Speaking at his Q&A session at Cannes, Coogler said that Marvel told him Black Panther was to be "their James Bond".

"I hadn’t thought of that myself, but I liked it,” he admitted. So, he stuck on his copy of Octopussy and started making notes.

"We watched a bunch of Bond films, but that was early research. Once we realised the themes we wanted to explore, we started to watch different films," he said.

"A big one was we realised we were making a film about a guy who lives in this secretive country nobody really knows, he works with his family, his father dies, he has to step into this position of power, and it was like ‘Oh man, we’ve got to look at The Godfather.’ So once we pivoted and looked at the Godfather films, a lot of things opened up for us."
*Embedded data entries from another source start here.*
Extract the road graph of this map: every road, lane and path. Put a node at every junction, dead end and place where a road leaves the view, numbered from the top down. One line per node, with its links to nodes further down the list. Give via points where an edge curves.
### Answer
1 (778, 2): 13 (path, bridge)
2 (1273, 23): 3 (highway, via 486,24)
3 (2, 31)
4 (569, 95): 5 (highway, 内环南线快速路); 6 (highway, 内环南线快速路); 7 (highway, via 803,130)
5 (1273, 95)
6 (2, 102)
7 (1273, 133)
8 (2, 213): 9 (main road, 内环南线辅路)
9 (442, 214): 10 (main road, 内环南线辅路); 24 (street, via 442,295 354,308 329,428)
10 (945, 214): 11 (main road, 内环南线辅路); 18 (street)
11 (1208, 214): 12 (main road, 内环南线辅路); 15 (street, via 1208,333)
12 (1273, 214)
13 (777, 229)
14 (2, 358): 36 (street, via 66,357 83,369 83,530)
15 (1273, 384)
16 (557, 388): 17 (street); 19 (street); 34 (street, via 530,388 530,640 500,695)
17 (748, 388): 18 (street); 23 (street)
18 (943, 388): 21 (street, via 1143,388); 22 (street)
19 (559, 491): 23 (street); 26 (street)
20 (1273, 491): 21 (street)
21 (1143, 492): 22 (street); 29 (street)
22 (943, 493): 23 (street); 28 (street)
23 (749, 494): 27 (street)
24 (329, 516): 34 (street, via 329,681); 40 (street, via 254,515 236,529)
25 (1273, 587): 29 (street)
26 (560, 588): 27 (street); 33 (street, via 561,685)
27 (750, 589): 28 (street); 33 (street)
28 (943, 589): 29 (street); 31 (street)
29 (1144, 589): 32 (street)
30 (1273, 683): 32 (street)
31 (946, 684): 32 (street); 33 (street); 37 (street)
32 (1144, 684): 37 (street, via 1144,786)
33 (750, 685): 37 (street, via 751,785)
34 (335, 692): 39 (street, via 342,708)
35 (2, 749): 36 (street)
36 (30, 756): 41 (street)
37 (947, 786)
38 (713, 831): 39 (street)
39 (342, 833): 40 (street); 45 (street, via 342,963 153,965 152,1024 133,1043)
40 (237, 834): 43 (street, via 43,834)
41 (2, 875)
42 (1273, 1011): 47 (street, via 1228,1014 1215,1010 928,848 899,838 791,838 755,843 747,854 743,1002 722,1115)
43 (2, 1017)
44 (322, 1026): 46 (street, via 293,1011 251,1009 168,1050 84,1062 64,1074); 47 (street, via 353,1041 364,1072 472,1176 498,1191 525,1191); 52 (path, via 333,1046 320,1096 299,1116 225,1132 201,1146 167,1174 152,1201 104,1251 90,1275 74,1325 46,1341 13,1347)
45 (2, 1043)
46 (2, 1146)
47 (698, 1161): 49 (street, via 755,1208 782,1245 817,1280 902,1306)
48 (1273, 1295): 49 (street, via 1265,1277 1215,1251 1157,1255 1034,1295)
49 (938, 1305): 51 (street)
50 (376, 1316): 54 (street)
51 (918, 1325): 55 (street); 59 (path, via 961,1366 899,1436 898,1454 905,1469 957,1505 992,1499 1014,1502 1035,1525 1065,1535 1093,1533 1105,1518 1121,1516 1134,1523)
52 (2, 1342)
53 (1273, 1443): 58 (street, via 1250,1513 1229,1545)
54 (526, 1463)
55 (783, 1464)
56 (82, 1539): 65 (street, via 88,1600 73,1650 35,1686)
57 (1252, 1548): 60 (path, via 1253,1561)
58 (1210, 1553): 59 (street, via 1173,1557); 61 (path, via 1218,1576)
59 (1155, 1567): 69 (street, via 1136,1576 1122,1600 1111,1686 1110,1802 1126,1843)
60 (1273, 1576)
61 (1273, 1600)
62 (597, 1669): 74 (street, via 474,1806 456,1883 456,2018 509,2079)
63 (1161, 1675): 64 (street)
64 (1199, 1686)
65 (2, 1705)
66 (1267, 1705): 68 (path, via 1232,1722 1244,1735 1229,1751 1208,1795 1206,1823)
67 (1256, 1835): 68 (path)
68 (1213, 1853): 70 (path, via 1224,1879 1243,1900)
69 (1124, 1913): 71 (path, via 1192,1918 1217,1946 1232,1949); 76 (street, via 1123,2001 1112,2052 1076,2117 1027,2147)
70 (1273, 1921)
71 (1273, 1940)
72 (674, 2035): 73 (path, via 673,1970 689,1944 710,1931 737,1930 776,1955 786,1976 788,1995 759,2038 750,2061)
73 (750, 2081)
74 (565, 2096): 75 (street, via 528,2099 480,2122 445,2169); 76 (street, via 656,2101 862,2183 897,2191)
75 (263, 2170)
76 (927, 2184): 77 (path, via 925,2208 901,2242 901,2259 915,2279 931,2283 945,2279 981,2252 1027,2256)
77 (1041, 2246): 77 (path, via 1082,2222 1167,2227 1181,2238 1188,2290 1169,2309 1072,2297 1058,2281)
Yes, it's disappointing to hear someone as cool as Ryan Coogler talking about 'pivoting' to anything, but he's got more than enough credit in the bank at this point to get away with it. He was understandably quite bashful about telling people he wanted to go the full Coppola in a superhero film.

"You tell people you’re trying to make a superhero movie but it’s going to be like The Godfather, and I was worried about people thinking we were aiming too high."

Coogler also looked to Ron Fricke's documentaries Baraka and Samsara to work out how best to immerse an audience in an unfamiliar Wakandan landscape: "We would screen those with our whole art department and talk about how we wanted the areas in Wakanda to feel."

He also remembered how his wife forced him to go back to the comic books and rediscover how it made him feel as a child when the project threatened to overwhelm him.

"My wife is real cool – she made me go back to the comic book shop where I first found out what Black Panther was, and I went back there and bought a Panther book, and that reminded me of the awesomeness of it.

"I had to remind myself of that while things were getting heavy – you have to find that kid, go back in time, and tell him he would be directing Black Panther. My jaw would have hit the floor, my eyes would have lit up."